ABSTRACT Methylated DNA adenines (6mA) are a critical epigenetic modification in bacteria that affect cell processes like replication, stress response, and pathogenesis. While much work has been done characterizing the influence of 6mA on specific loci, very few studies have examined the evolutionary dynamics of 6mA over long time scales. We used third-generation sequencing technology to analyze 6mA methylation across the Escherichia coli K-12 substr. MG1655 genome. 6mA levels were consistently high across GATC sites; however, we identified regions where 6mA is decreased, particularly in intergenic regions, especially around the −35 promoter element, and within cryptic prophages and IS elements. We further examined 6mA in WT and methyl-directed mismatch repair-deficient (MMR-) populations after 2,400 generations of experimental evolution. We find that, after evolution, MMR- populations acquire significantly more epimutations resulting in a genome-wide decrease in 6mA methylation. Here, clones from evolved MMR- populations display non-deterministic sets of epimutations, consistent with reduced selection on these modifications. Thus, we show that characterization of 6mA in bacterial populations is complementary to genetic sequencing and informative for molecular evolution. IMPORTANCE Methylation greatly influences the bacterial genome by guiding DNA repair and regulating pathogenic and stress-response phenotypes. But, the rate of epigenetic changes and their consequences on molecular phenotypes are underexplored.
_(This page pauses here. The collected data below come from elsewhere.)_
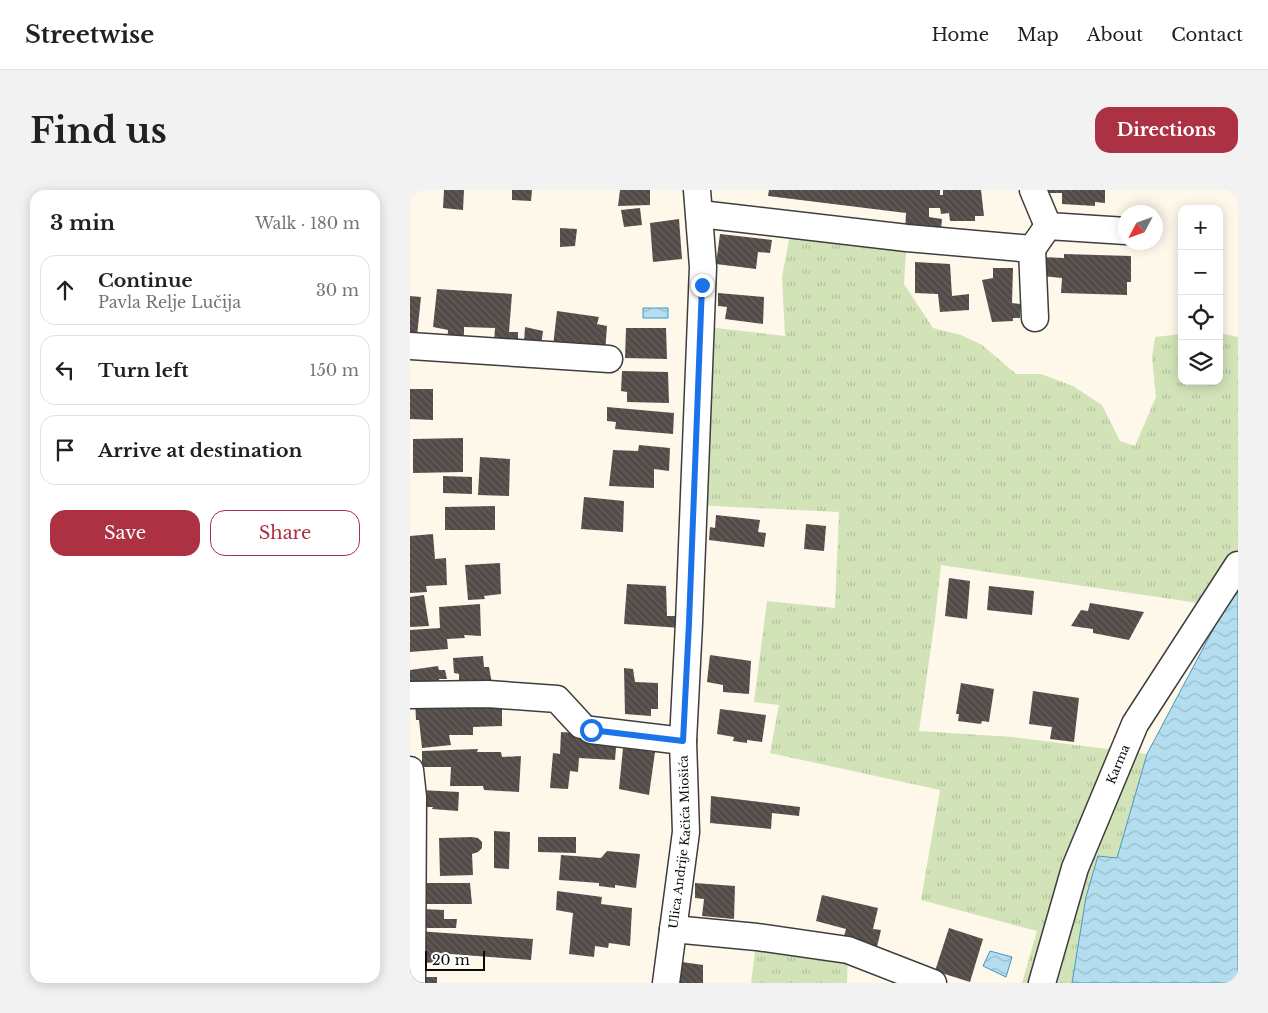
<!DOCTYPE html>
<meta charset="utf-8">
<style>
body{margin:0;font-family:"Libre Baskerville",serif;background:#f2f2f2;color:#202124}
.controls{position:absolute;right:15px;top:15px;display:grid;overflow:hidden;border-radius:10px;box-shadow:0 2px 12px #0003}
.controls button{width:45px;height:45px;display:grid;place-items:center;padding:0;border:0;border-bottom:1px solid #e0e0e0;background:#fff;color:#202124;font:25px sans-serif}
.compass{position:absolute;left:708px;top:15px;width:45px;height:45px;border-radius:50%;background:#fff;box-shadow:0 2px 12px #0003;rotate:229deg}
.scale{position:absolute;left:15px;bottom:12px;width:60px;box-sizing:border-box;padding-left:5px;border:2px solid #0b0b0b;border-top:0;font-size:14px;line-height:18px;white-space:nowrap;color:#0b0b0b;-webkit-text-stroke:4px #fff;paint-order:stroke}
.stop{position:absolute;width:15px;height:15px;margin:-11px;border:4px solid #1a73e8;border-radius:50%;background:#fff}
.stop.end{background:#1a73e8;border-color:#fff;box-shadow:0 1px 5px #0008}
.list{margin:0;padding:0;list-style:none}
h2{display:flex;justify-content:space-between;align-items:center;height:65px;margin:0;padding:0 20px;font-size:21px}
h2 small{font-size:16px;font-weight:400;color:#757577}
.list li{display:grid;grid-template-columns:32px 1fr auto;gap:15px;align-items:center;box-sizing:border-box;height:70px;margin:0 10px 10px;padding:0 10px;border:1px solid #e0e0e0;border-radius:15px}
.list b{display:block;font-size:19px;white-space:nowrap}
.list p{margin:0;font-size:16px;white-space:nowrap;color:#757577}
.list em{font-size:16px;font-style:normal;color:#757577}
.actions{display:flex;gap:10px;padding:15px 20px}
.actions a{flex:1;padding:11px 0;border:1px solid #ac3142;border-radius:15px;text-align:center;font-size:18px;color:#ac3142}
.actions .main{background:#ac3142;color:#fff}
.icon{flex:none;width:28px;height:28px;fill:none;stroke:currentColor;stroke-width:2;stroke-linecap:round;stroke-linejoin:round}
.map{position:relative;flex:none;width:828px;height:793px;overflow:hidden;border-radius:15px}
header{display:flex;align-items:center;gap:30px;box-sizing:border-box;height:70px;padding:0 25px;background:#fff;border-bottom:1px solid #e0e0e0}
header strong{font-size:24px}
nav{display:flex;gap:28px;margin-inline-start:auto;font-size:18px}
.intro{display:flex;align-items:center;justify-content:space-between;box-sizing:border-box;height:120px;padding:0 30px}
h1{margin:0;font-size:35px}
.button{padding:12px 22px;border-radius:15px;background:#ac3142;color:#fff;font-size:18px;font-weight:700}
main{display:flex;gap:30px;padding:0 30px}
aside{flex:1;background:#fff;border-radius:15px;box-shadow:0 2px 12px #0003}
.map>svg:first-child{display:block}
.grass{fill:url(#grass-tufts)}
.water{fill:url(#water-waves);stroke:#4398bf}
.building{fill:url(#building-back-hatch)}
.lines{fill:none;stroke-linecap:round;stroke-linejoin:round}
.minor-casing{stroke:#3e3e3e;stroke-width:29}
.minor{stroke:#fff;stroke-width:26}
.route{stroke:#1a73e8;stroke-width:6}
.labels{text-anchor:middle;stroke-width:5;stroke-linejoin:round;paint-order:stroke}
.street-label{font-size:12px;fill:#0b0b0b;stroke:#fff}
</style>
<header>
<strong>Streetwise</strong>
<nav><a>Home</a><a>Map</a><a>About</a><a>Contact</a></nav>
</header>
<div class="intro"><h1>Find us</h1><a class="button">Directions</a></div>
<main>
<aside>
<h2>3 min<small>Walk · 180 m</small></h2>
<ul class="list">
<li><svg class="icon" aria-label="ahead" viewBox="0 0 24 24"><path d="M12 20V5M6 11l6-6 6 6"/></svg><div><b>Continue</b><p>Pavla Relje Lučija</p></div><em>30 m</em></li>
<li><svg class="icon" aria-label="left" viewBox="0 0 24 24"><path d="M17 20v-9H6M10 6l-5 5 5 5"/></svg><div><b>Turn left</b></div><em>150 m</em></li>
<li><svg class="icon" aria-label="arrive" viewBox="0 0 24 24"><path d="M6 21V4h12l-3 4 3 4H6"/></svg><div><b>Arrive at destination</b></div></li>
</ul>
<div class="actions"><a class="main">Save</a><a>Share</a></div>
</aside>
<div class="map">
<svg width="828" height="793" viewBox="0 0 828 793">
<defs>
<pattern id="grass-tufts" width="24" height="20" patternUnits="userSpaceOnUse" patternTransform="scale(1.25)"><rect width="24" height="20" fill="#d2e3b8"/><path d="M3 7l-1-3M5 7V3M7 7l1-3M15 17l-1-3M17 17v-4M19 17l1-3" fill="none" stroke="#b3c19d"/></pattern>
<pattern id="water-waves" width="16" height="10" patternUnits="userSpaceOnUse" patternTransform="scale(1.25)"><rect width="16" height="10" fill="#b4deef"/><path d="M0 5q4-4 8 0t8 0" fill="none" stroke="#99bdcc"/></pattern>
<pattern id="building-back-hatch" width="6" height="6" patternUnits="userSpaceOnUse" patternTransform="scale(1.25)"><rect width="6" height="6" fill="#524b48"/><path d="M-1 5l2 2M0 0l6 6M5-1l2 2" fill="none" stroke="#66605e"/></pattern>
</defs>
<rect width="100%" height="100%" fill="#fdf8ea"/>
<path class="grass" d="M382,34L497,48L494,94L523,138L551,145L572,155L606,184H631L663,196L692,215L710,251L725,256L746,207L742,168L745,147L772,144V191H809V143L828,147V402L815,417L531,375L525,429L509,541L603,547L737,564L707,668L688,666L676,707L662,793H612L627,741L511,710L530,600L360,563L369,515L344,512L357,411L425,418L429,322L284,315L289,136L375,146L372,87Z
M347,747L438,760L437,793H341Z"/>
<path class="water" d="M233,118H258V128H233Z
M828,402V793H662L676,707L688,666L707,668L737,564L815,417Z
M580,761L602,767L596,787L573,776Z"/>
<path class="building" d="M34,0H54L53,20L33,18Z
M102,0H122L121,11L102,10Z
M210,0H240V15L208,16Z
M359,0H530V5H533V0H571L574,26H565V31H540L539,23L531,24L530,18H519V27L532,29L530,49L495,41L496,23L358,6Z
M631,0H695V13L685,12V16L652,14V3H631Z
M230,18L232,35L214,37L211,20Z
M269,29L272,69L243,72L240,33Z
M150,38L167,39L165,56L150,57Z
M310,44L362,50L360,63L348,62L346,79L306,74Z
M654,64L721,66V92H717V105L651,103L652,88L632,86V67L654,68Z
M505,72L540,74L542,106L559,104V120L530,122L528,104L505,103Z
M583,78H603L602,113L610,114V128H603V131L582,132L572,90L583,88Z
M27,99L102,104L99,142H108V154L84,152L85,138L54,137V154L37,152L38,140L23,137Z
M308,103L354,107L353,134L315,129L317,117L308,116Z
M0,106L11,107L7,146L0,145Z
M147,121L189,127L187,134L197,136L195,163L143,156Z
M115,137L133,141L131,156L114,153Z
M216,138H256L257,169L215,168Z
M212,181L258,182L259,213L217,212V202L211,201Z
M0,199H23V230L0,229Z
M197,217L264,223L263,244L205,239L206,232L197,231Z
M53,248V282L3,283V249Z
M229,255L260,258L259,281L244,279V298L199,296L203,260L228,261Z
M70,267L100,269L99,306L68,305Z
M33,286L62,287V304L33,303Z
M174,307L214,311L213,342L171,339Z
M85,316V340H35V317Z
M306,325L350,330L348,342L356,343L354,357L299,350L300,337L305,338Z
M396,334L416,336L414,361L394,359Z
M23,344L25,369L36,368L37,395L16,396L17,402L0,403V346Z
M90,373L91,404L74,406L75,409L58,410L55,375Z
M539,388L560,391L557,429L535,426Z
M217,394L256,396L257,426H273L271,438L214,434Z
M579,396L624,401L622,425L577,420Z
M14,405L19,436L0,437V407Z
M680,413L734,422L719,450L683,443V439L661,436L671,420L678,421Z
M70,414L71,446L54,445L55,448L37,449L38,459L0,462V440L30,438L29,417Z
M300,465L341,471L339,504L313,502V495L297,492Z
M73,466L74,477H79L82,494L49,495V484L44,483L43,468Z
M28,476L29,480H35L37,489H29L31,502H0V480Z
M214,478L223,479L225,492L248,493V519H241V526L215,524Z
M551,493L584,499L579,532L572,531L571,534L548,531L549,524H546Z
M623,501L669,508L664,552L640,549L642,537L619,534Z
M92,508V536L63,537V545H39L41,555L12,558L9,530H6L5,509Z
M310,519L356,525L352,552L337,550V553L323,551L324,547L307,544Z
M151,542L207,546L205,570L169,568L168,582L160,581L158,599L140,598L143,563L150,564Z
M213,558L245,562L239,605L209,599Z
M68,559L67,562H91L92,567L111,566L109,602L74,600L73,596H40L41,577H12V561Z
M10,600L49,602L48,621L22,619L23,617H9Z
M301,606L390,617L389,626L362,623L361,639L300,633Z
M84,641L100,642L99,679L84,678Z
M62,647L68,648L72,652V658L68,662L62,664L63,685L30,686L29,648Z
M128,647H166V663L128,662Z
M197,661L230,664L226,698L205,695V698L189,696V693L149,690L151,665L191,668Z
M8,693H60L62,714H6Z
M285,693L325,696L324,729L292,726L294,709L285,708Z
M147,701L192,707L191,714L222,718L220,756L199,753L198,758L185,756L184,767L159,764L163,723L146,720Z
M412,705L468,718L463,739L471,740L466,761L432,753L436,739L406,731Z
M12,719L34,720V729H47L46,738H12Z
M539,738L573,749L560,792L525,781Z
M7,741L123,749L121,770L27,763V773L7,772Z
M265,771L293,775V793H267Z
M9,787H27V793H9Z"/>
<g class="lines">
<g class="minor-casing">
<g id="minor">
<path d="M623,0L638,36"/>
<path d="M290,24L497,48L622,59L625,128"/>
<path d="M622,59L638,36L716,41"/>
<path d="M0,156L199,169"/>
<path d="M0,505L78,504L147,509L171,535"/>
<path d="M181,540L273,551"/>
<path d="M0,580L3,607L2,793"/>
<path d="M263,739L347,747L438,760L523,793"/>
<path id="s1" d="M256,793L276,642L273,551L279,433L293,77L287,0"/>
<path id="s2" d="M632,793L665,678L725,534L828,375"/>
</g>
</g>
<use href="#minor" class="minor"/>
</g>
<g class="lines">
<path class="route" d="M181,540L273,551L279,433L292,95"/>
</g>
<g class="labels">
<g class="street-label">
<text dy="4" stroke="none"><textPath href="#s2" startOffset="232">Karma</textPath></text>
<text dy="4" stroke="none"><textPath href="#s1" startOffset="142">Ulica Andrije Kačića Miošića</textPath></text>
</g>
</g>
</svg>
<div class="controls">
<button>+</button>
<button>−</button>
<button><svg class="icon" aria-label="locate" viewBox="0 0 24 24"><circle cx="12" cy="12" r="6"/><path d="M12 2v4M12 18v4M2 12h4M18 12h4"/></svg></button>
<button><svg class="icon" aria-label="layers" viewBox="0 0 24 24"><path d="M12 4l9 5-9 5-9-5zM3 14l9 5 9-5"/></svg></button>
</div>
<svg class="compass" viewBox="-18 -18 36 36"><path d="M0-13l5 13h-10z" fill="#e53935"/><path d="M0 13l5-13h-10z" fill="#757577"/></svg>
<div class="scale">20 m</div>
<div class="stop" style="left:181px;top:540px"></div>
<div class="stop end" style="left:292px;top:95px"></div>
</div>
</main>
Through a detailed characterization of genome-wide adenine methylation in a commonly used laboratory strain of Escherichia coli, we reveal that mismatch repair deficient populations experience an increase in epimutations resulting in a genome-wide reduction of 6mA methylation in a manner consistent with genetic drift. Our findings highlight how methylation patterns evolve and the constraints on epigenetic evolution due to post-replicative DNA repair, contributing to a deeper understanding of bacterial genome evolution and how epimutations may introduce semi-permanent variation that can influence adaptation.